I appreciate that, but also understand the perspective of new owners. They have their own visions and stories to tell. Having hundreds of preexisting stories to be beholden to is encumbering. Of course I’m mostly ignoring the financial aspect of it, but from a creative standpoint, Disney has liberated a new generation of book writers, comics writers, and movie makers.
I’m in the “a good story is a good story” camp. I’ll go in what seems to be chronological order from what I know.
DC was never really huge on canon until relatively recently. Even now, it seems like it’s really not that big of a deal to them. Superman’s upbringing changed numerous times as did Batman. They basically got a new spin with each new writer. Marvel was a little different. They created a mostly cohesive universe in which all their stories took place in and related to each other.
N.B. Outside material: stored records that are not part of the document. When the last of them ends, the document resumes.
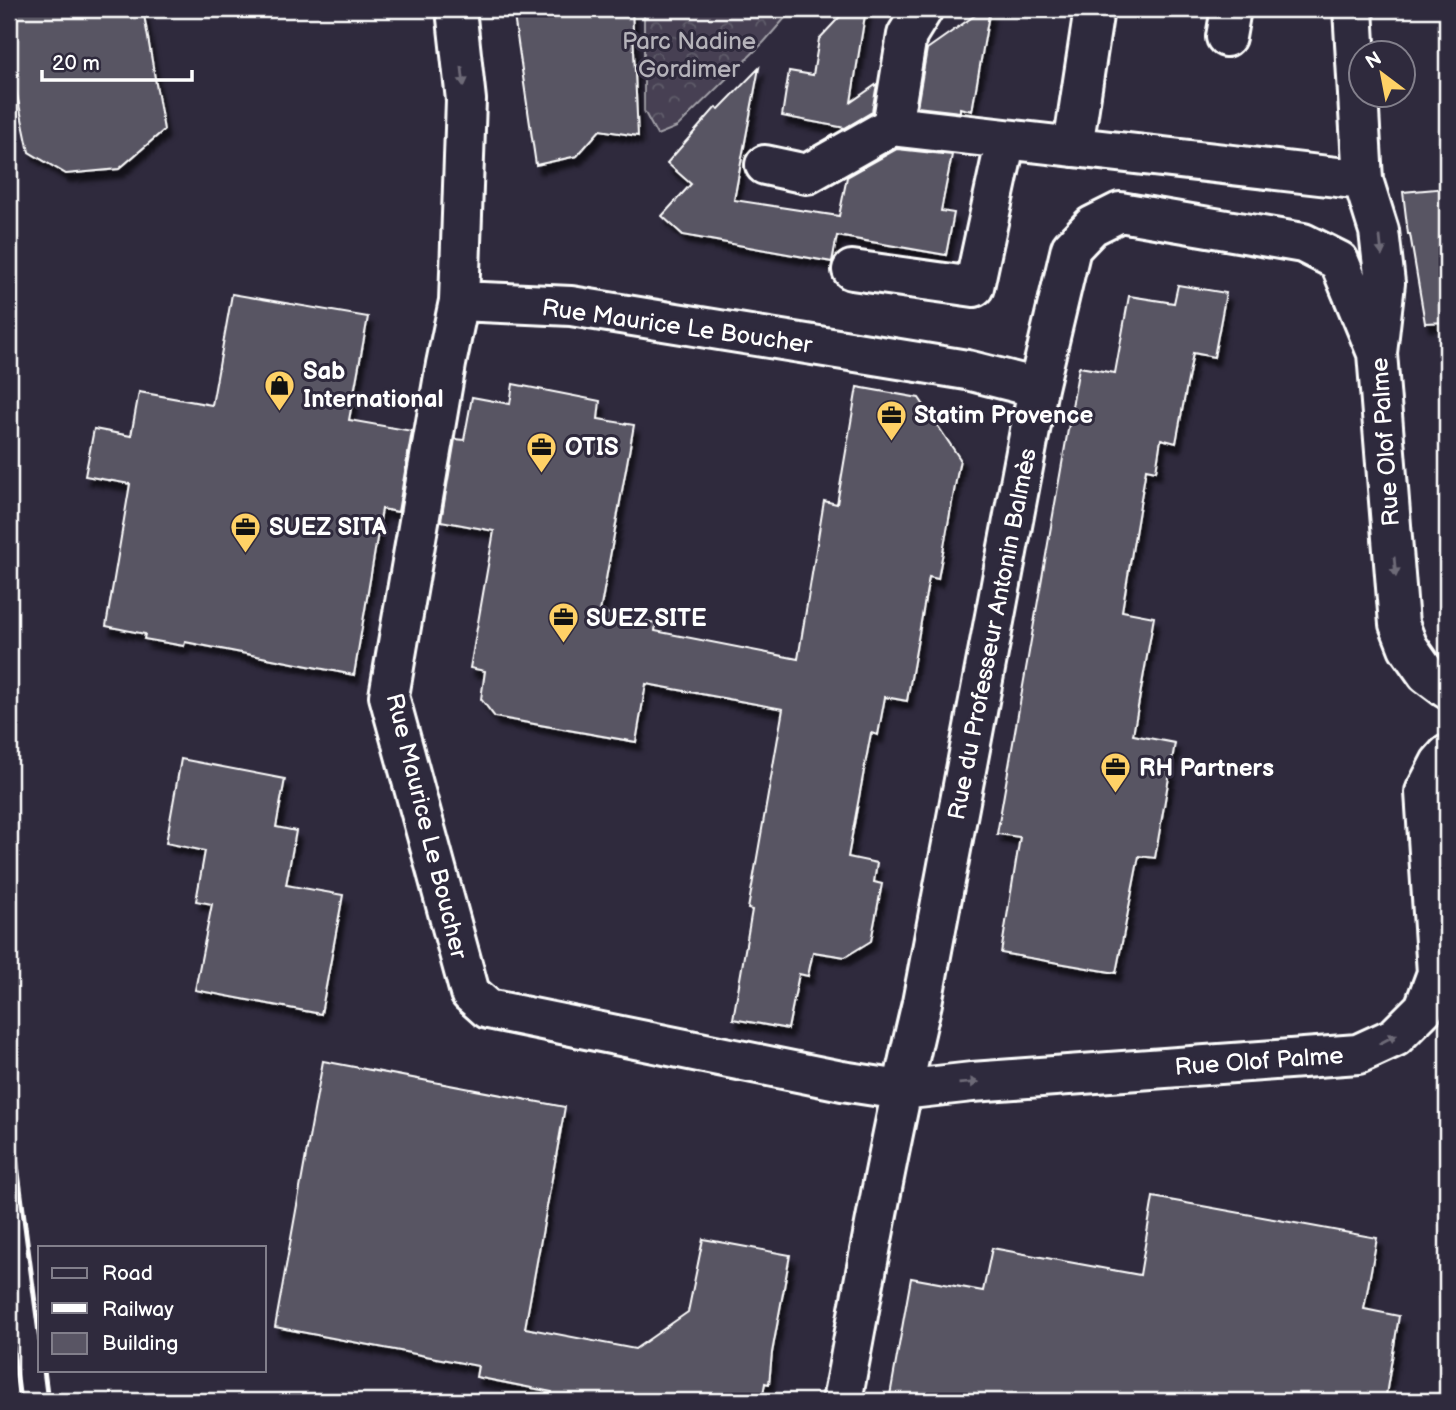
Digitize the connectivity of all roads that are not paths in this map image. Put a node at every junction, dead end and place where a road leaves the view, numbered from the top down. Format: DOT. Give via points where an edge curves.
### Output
graph roads {
  1 [pos="456,9"];
  2 [pos="923,9"];
  3 [pos="1353,9"];
  4 [pos="1091,25"];
  5 [pos="892,126"];
  6 [pos="1006,139"];
  7 [pos="1073,147"];
  8 [pos="765,165"];
  9 [pos="1363,180"];
  10 [pos="852,270"];
  11 [pos="459,301"];
  12 [pos="1377,353"];
  13 [pos="1038,388"];
  14 [pos="1447,689"];
  15 [pos="1447,755"];
  16 [pos="901,1090"];
  17 [pos="842,1401"];
  1 -- 11 [label="street, one-way" via="466,100"];
  2 -- 5 [label="street" via="907,35"];
  3 -- 9 [label="street, Rue Olof Palme"];
  4 -- 7 [label="street"];
  5 -- 6 [label="street"];
  5 -- 8 [label="street" via="807,174"];
  6 -- 7 [label="street"];
  6 -- 10 [label="street" via="974,287"];
  7 -- 9 [label="street"];
  9 -- 12 [label="street, Rue Olof Palme, one-way" via="1379,231 1385,283"];
  11 -- 13 [label="street, Rue Maurice Le Boucher" via="571,306 967,370"];
  11 -- 16 [label="street, Rue Maurice Le Boucher" via="389,696 470,993 488,1009"];
  12 -- 13 [label="street, Rue du Professeur Antonin Balmès" via="1339,261 1303,243 1120,212 1092,226 1071,248"];
  12 -- 14 [label="street, Rue Olof Palme, one-way" via="1399,624 1427,674"];
  13 -- 16 [label="street, Rue du Professeur Antonin Balmès" via="922,1003"];
  16 -- 15 [label="street, Rue Olof Palme, one-way" via="1358,1054 1395,1037 1424,1008 1437,972 1425,792"];
  16 -- 17 [label="street, Rue du Professeur Antonin Balmès"];
}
Then, came Star Trek (even though not listed). Those nerds got obsessive fast. They may be the ones that got the least slighted on their canon. However, a lot were still pissed when JJ rebooted the whole damn thing.
With Star Wars, I personally never needed the EU in order to further suspend my disbelief. In fact, I always felt that the nerds who quoted the EU like scripture were exhibiting in some kind of compensatory pissing contest. I totally understand wanting more stories from a franchise you love, but those dudes took it to new levels of “I’m a fan and you can’t really call yourself a fan the way I can call myself a fan” shenanigans. My comment was always “who really cares” to which gasps would be heard.
Now, when it comes to certain characters being revamped, it really matters how it’s done to me. It can work when it’s done well, but more easily fail since there’s more options to succeed at failing.
So at the end of the day, if I like it, I like it. If I don’t, I don’t.
Star Trek is a great example. I like the new movies quite a bit and don’t care that the movie universe has been rebooted. I also enjoy the purists crying about it. :p
DC has been finicky with canon for decades. The various “Crisis” crossovers have changed things up several times. More recently The New 52 and Convergence have rebooted the proper DCU. Funnily, Hawkman/Hawkgirl/Hawkwoman has been forgotten during several reboots and the characters’ history has required patchwork.
Yeah, I’m with you. I never really cared.
The “until recently” segment of my comment was in reference to the New 52. It feels like they are just now starting to care about continuity.